DD recently started dating someone black. At a family barbecue, SIL (white) commented. "Oh are you dating a black man? Can we see a picture of the black man? You know we don't want a black man in our pure white family"
You could construe this as irony, of course, except SIL doesn't know the meaning of the word. On three separate and subsequent occasions, SIL repeated her joke, always culminating in "we don't want a black man in our pure white family." I overheard at least one of these jokes and passed it over as SIL being dim again.
DD (18) came into my study in some degree of distress complaining that her aunt was being racist and she didn't know her aunt thought that way. She particularly objected to the phrase pure white family and didn't like the term.
It feels like a veil has been lifted for me and lots of little things over the years all now add up.
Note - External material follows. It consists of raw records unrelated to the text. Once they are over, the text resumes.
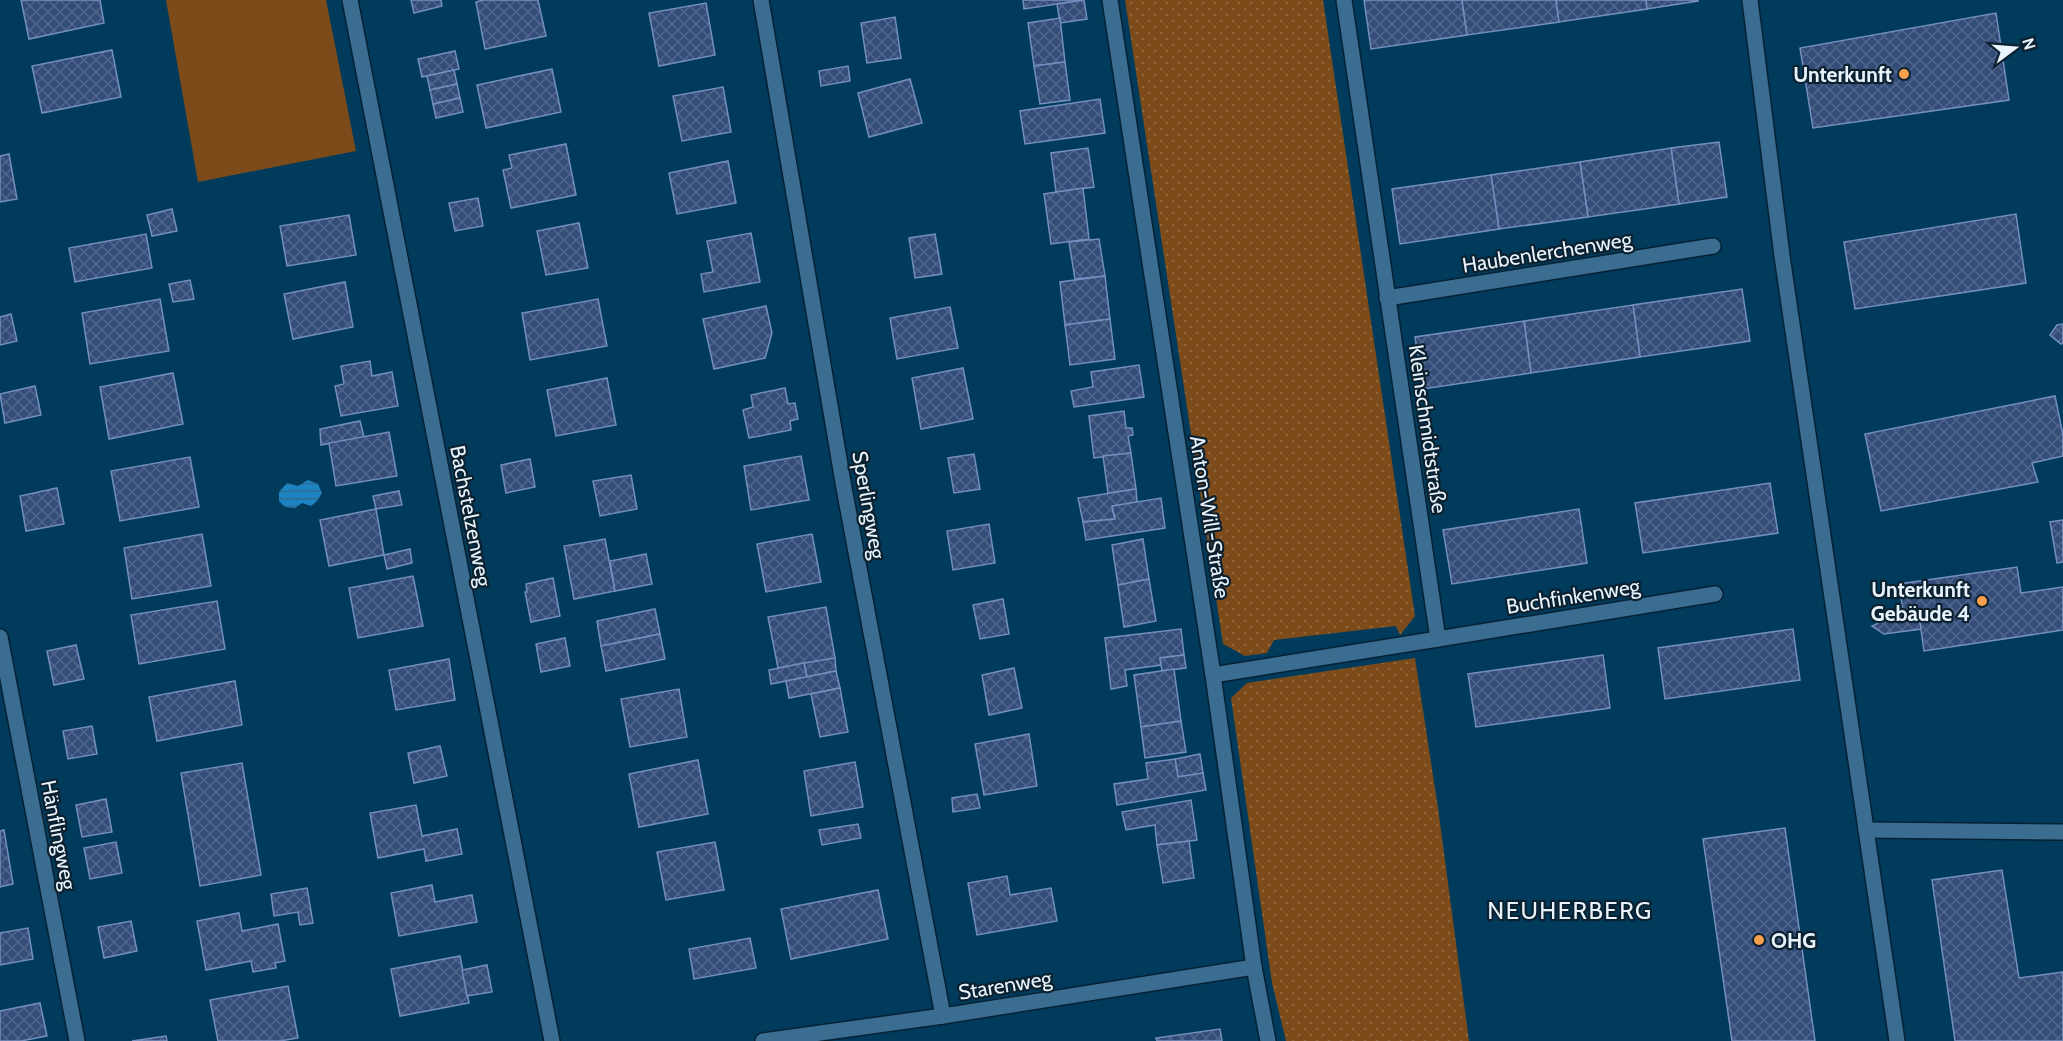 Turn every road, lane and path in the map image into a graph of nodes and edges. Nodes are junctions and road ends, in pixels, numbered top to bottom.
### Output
1 (350, 0) edge
2 (761, 0) edge
3 (1110, 0) edge
4 (1344, 0) edge
5 (1750, 0) edge
6 (1713, 246) dead end
7 (1388, 298) junction
8 (1715, 594) dead end
9 (0, 637) edge
10 (1438, 639) junction
11 (1213, 675) junction
12 (1866, 830) junction
13 (2063, 832) edge
14 (1254, 967) junction
15 (943, 1016) junction
16 (77, 1041) edge
17 (552, 1041) edge
18 (763, 1041) edge
19 (1268, 1041) edge
20 (1897, 1041) edge

1 - 17 street, Bachstelzenweg
2 - 15 street, Sperlingweg
3 - 11 street, Anton-Will-Straße
4 - 7 street, Kleinschmidtstraße
5 - 12 street
6 - 7 street, Haubenlerchenweg
7 - 10 street, Kleinschmidtstraße
8 - 10 street, Buchfinkenweg
9 - 16 street, Hänflingweg
10 - 11 street
11 - 14 street, Anton-Will-Straße
12 - 13 street
12 - 20 street
14 - 15 street, Starenweg
14 - 19 street, Anton-Will-Straße
15 - 18 street, Starenweg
The times that she has ignored DS who looks brown and openly favoured DD who looks white - examples being that DD got to stay with her for the weekend when DS got to stay with her for tea. Little things, small things. The time I had to go and eat alone in her living room because there wasn't room for everyone in her dining room.
I asked SIL what was going on with this pure white family stuff. There was a lot of hoo hah. Then SIL started liking Britain First stuff on FB and I objected again. Quite calmly both times.
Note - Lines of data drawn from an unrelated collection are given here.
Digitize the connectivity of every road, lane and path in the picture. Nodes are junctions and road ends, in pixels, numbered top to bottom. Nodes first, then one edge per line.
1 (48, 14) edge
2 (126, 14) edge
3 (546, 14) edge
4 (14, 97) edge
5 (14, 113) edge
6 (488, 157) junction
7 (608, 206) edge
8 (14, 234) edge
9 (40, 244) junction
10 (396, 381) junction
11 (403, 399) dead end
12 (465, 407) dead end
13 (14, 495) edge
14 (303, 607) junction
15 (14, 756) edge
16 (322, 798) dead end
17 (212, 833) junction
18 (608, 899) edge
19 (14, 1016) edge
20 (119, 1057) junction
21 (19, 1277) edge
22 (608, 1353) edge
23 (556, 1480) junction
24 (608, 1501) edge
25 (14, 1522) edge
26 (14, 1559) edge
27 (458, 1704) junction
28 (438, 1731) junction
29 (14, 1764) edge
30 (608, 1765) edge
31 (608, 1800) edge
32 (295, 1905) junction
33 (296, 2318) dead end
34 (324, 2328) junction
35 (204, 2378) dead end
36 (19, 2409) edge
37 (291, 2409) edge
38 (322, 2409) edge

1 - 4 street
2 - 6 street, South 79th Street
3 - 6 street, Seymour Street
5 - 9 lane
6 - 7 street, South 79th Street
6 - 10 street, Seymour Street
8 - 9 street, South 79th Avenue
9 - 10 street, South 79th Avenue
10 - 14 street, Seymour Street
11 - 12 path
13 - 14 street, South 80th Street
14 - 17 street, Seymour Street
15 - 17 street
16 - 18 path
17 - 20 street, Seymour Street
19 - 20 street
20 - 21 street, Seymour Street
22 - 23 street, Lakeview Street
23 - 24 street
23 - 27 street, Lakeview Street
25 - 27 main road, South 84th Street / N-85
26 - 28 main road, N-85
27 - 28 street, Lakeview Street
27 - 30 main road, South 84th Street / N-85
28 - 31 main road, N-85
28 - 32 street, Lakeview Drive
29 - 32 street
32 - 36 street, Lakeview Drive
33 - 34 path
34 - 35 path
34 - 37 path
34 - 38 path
Our relationship is completely destroyed now and it was actually I thought quite a good relationship. We always supported her through bankruptcy and hard times and divorce and what have you.
I absolutely cannot get over this pure white family thing. It's there imprinted on my mind. This is what she said and she absolutely wasnt being ironic.
Should I just get over this? I really am trying. I havent said a thing about my feelings to the DC, I don't want to poison their relationship with their aunt. AIBU and if AIBU what can I do to get over this?